Netflix's Documentary 'My Octopus Teacher' Reveals an Emotional, Unlikely Friendship
You might not think you'll cry at an octopus documentary, but you will.

For centuries, whenever people have suffered from certain ailments, been depressed, or simply felt overwhelmed by the world, we've been advised to spend some time on the coast and take in that rejuvenating sea air, maybe hop into the ocean for a bit if we're feeling adventurous. Documentarian Craig Foster, who directed 2000's gorgeous film The Great Dance about a group of expert hunters in the Kalahari desert who can track absolutely anything, experienced his own period of gloom that drove him back to the South African coast, where he braved the freezing waters and dense kelp forests to befriend a clever little octopus who stole his heart. Out of the footage he took of his eight-limbed companion, directors Pippa Ehrlich and James Reed, with the help of underwater cinematographer Roger Horrocks, made My Octopus Teacher.

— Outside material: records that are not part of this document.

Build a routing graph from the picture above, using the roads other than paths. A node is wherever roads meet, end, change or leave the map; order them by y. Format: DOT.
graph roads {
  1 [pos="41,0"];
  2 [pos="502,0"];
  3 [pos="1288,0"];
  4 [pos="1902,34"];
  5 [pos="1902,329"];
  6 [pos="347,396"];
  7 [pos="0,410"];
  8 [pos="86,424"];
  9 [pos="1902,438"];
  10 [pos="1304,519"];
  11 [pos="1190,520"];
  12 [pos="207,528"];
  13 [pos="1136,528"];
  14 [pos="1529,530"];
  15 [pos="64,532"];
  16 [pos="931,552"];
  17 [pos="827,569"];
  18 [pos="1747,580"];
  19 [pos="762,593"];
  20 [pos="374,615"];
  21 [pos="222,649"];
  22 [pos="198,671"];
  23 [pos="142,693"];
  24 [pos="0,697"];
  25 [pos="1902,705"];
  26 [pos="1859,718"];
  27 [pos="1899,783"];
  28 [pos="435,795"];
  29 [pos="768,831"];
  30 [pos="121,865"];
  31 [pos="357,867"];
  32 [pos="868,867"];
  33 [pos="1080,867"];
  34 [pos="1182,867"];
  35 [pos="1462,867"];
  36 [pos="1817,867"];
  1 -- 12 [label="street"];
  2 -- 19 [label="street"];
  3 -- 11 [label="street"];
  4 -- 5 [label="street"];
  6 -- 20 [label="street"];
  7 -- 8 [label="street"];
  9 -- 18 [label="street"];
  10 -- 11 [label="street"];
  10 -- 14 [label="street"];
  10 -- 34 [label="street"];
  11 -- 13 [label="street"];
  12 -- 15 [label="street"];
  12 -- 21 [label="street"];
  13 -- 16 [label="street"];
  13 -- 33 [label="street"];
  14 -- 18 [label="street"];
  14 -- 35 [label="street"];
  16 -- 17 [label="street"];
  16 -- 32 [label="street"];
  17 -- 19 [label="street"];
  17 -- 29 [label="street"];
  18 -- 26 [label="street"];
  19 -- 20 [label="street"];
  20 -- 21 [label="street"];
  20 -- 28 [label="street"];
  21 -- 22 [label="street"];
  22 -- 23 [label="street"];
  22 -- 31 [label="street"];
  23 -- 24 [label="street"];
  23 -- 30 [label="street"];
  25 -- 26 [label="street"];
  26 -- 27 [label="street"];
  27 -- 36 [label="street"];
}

In 2010, debilitated by adrenal fatigue and deep in the throes of a creative block, Craig Foster began freediving off the coast of the poetically named Cape of Storms, whose icy temperatures and rocky intertidal beaches make it a forbidding environment for even the most experienced swimmers. But once he got past the shallows, Foster discovered a dense kelp forest that harbored a vast, closely knit ecosystem of plants and creatures. As his body got used to the frigid water, he would go out for longer and longer stretches, deciding against wearing a wetsuit in order to more closely experience the environment. In the film, he describes how he is able to visit every part of this three-dimensional kelp forest, swimming up to the canopy or coasting on the seafloor as if he were flying.
Soon enough, he met a small female common octopus whose den was underneath some shell-encrusted rocks in the middle of the forest, sheltered from the crashing waves by the kelp. The octopus, at first, was naturally skittish around Foster, who no doubt appeared as a looming predatory shape out of the depths, but, on a whim, Foster decided to try to visit her every day. After months of acclimating her to his presence, leaving cameras near her den to observe her behavior, and drawing maps of this tiny region of the seafloor, the little mollusc became not only accustomed to him, but actively sought him out, and one day reached with a tentative, questing tentacle to lightly touch his hand.
Over the course of nearly a year, Foster documented everything, from the octopus growing more comfortable hanging onto him as he swam, to all the daily dramas that make up a wild creature's life. The octopus's territory was beset by a gang of pyjama sharks, named for their vivid stripes, whose flat, pointy noses are easily crammed into cracks between the rocks where an octopus might hide. Foster was able to film her hunting crabs and snails, as well as a number of hair-raising chases as his octopus swam for her life, changing the color and the texture of her skin, disguising herself with shells, and clinging like Spider-Man to leaves of kelp.
It's these tense chases, as well as Foster's growing knowledge of sea life, that acted as a constant reminder of how short-lived this experience, in the long run, would be. Octopi don't live very long, just one to two years, and he was always aware that his wonderful, odd friendship would have an expiration date. In My Octopus Teacher, Foster describes his longing, inspired by the desert hunters of The Great Dance, to be "inside the natural world," and his equally strong desire, drawn from his tendencies as a documentarian and observer, not to interrupt the flow of life in this ecosystem -- even when the life of a creature he has grown attached to is threatened. Ehrlich and Reed's film works equally as a curious, emotional tale of an interspecies friendship, and as an examination of where humans place ourselves in relation to the natural world, why we often feel as though we are separate from it, and what happens to us when we realize that divide is a myth.